=== Begin Enclosure ===

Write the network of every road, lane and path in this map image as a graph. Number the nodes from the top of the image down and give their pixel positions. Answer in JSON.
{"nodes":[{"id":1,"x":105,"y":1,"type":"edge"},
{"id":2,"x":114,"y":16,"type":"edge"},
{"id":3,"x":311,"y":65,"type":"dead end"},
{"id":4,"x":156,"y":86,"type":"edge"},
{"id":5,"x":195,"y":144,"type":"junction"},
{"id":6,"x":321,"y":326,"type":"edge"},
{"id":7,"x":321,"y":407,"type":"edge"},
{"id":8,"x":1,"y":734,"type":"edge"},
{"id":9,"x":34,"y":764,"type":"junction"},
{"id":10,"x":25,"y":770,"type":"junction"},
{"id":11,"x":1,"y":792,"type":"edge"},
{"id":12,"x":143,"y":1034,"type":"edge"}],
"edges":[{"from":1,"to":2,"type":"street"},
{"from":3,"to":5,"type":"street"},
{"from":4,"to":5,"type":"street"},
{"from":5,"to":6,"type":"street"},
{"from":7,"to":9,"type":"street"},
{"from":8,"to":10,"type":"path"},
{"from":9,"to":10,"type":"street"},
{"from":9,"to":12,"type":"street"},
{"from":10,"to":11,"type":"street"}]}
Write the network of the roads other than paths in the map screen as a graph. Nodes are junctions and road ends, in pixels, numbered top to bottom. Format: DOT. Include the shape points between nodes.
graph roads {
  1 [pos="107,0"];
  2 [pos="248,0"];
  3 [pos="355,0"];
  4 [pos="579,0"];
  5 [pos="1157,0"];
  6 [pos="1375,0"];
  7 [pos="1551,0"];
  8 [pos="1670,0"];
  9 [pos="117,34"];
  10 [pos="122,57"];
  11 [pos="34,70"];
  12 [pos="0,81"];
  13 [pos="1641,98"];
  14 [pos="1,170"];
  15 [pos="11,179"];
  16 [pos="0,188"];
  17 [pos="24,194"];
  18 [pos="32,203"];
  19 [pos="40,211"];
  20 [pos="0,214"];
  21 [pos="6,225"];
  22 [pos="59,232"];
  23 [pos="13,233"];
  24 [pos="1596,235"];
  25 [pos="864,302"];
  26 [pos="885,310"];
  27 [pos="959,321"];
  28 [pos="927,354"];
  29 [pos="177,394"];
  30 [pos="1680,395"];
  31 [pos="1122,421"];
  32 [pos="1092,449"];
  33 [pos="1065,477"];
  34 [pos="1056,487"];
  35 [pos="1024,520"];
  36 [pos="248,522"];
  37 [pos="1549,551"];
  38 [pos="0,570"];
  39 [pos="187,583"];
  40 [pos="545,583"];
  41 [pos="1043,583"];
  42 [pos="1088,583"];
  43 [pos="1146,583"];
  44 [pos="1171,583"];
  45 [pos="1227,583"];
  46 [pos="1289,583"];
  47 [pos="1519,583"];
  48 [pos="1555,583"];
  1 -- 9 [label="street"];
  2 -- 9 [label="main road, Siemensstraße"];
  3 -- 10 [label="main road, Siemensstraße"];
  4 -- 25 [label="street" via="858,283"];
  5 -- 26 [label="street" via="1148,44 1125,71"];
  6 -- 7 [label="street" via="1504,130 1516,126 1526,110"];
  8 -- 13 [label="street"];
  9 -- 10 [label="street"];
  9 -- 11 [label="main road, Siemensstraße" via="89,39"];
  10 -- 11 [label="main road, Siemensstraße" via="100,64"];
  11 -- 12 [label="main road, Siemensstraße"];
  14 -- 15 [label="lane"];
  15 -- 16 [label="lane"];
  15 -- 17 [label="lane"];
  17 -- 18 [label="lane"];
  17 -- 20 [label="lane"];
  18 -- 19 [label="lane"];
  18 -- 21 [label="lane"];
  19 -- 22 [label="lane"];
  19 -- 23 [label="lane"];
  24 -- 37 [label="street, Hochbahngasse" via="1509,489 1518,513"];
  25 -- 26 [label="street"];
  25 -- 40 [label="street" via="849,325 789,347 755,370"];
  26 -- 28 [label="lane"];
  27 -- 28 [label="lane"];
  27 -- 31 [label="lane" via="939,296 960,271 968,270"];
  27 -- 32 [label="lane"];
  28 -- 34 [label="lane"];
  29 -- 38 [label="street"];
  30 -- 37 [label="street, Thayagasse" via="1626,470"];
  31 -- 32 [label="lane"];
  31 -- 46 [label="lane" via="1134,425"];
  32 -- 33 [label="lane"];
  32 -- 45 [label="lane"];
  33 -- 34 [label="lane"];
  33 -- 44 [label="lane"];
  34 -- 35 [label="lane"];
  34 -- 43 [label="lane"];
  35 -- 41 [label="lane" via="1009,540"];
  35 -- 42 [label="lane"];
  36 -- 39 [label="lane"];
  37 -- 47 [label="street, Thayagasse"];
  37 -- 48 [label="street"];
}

=== End Enclosure ===

• [EXERCISE PROMPT]: The reply must repeat all of the records precisely.

• [ANSWER SPACE]:
Write the network of every road, lane and path in this map image as a graph. Number the nodes from the top of the image down and give their pixel positions. Answer in JSON.
{"nodes":[{"id":1,"x":105,"y":1,"type":"edge"},
{"id":2,"x":114,"y":16,"type":"edge"},
{"id":3,"x":311,"y":65,"type":"dead end"},
{"id":4,"x":156,"y":86,"type":"edge"},
{"id":5,"x":195,"y":144,"type":"junction"},
{"id":6,"x":321,"y":326,"type":"edge"},
{"id":7,"x":321,"y":407,"type":"edge"},
{"id":8,"x":1,"y":734,"type":"edge"},
{"id":9,"x":34,"y":764,"type":"junction"},
{"id":10,"x":25,"y":770,"type":"junction"},
{"id":11,"x":1,"y":792,"type":"edge"},
{"id":12,"x":143,"y":1034,"type":"edge"}],
"edges":[{"from":1,"to":2,"type":"street"},
{"from":3,"to":5,"type":"street"},
{"from":4,"to":5,"type":"street"},
{"from":5,"to":6,"type":"street"},
{"from":7,"to":9,"type":"street"},
{"from":8,"to":10,"type":"path"},
{"from":9,"to":10,"type":"street"},
{"from":9,"to":12,"type":"street"},
{"from":10,"to":11,"type":"street"}]}
Write the network of the roads other than paths in the map screen as a graph. Nodes are junctions and road ends, in pixels, numbered top to bottom. Format: DOT. Include the shape points between nodes.
graph roads {
  1 [pos="107,0"];
  2 [pos="248,0"];
  3 [pos="355,0"];
  4 [pos="579,0"];
  5 [pos="1157,0"];
  6 [pos="1375,0"];
  7 [pos="1551,0"];
  8 [pos="1670,0"];
  9 [pos="117,34"];
  10 [pos="122,57"];
  11 [pos="34,70"];
  12 [pos="0,81"];
  13 [pos="1641,98"];
  14 [pos="1,170"];
  15 [pos="11,179"];
  16 [pos="0,188"];
  17 [pos="24,194"];
  18 [pos="32,203"];
  19 [pos="40,211"];
  20 [pos="0,214"];
  21 [pos="6,225"];
  22 [pos="59,232"];
  23 [pos="13,233"];
  24 [pos="1596,235"];
  25 [pos="864,302"];
  26 [pos="885,310"];
  27 [pos="959,321"];
  28 [pos="927,354"];
  29 [pos="177,394"];
  30 [pos="1680,395"];
  31 [pos="1122,421"];
  32 [pos="1092,449"];
  33 [pos="1065,477"];
  34 [pos="1056,487"];
  35 [pos="1024,520"];
  36 [pos="248,522"];
  37 [pos="1549,551"];
  38 [pos="0,570"];
  39 [pos="187,583"];
  40 [pos="545,583"];
  41 [pos="1043,583"];
  42 [pos="1088,583"];
  43 [pos="1146,583"];
  44 [pos="1171,583"];
  45 [pos="1227,583"];
  46 [pos="1289,583"];
  47 [pos="1519,583"];
  48 [pos="1555,583"];
  1 -- 9 [label="street"];
  2 -- 9 [label="main road, Siemensstraße"];
  3 -- 10 [label="main road, Siemensstraße"];
  4 -- 25 [label="street" via="858,283"];
  5 -- 26 [label="street" via="1148,44 1125,71"];
  6 -- 7 [label="street" via="1504,130 1516,126 1526,110"];
  8 -- 13 [label="street"];
  9 -- 10 [label="street"];
  9 -- 11 [label="main road, Siemensstraße" via="89,39"];
  10 -- 11 [label="main road, Siemensstraße" via="100,64"];
  11 -- 12 [label="main road, Siemensstraße"];
  14 -- 15 [label="lane"];
  15 -- 16 [label="lane"];
  15 -- 17 [label="lane"];
  17 -- 18 [label="lane"];
  17 -- 20 [label="lane"];
  18 -- 19 [label="lane"];
  18 -- 21 [label="lane"];
  19 -- 22 [label="lane"];
  19 -- 23 [label="lane"];
  24 -- 37 [label="street, Hochbahngasse" via="1509,489 1518,513"];
  25 -- 26 [label="street"];
  25 -- 40 [label="street" via="849,325 789,347 755,370"];
  26 -- 28 [label="lane"];
  27 -- 28 [label="lane"];
  27 -- 31 [label="lane" via="939,296 960,271 968,270"];
  27 -- 32 [label="lane"];
  28 -- 34 [label="lane"];
  29 -- 38 [label="street"];
  30 -- 37 [label="street, Thayagasse" via="1626,470"];
  31 -- 32 [label="lane"];
  31 -- 46 [label="lane" via="1134,425"];
  32 -- 33 [label="lane"];
  32 -- 45 [label="lane"];
  33 -- 34 [label="lane"];
  33 -- 44 [label="lane"];
  34 -- 35 [label="lane"];
  34 -- 43 [label="lane"];
  35 -- 41 [label="lane" via="1009,540"];
  35 -- 42 [label="lane"];
  36 -- 39 [label="lane"];
  37 -- 47 [label="street, Thayagasse"];
  37 -- 48 [label="street"];
}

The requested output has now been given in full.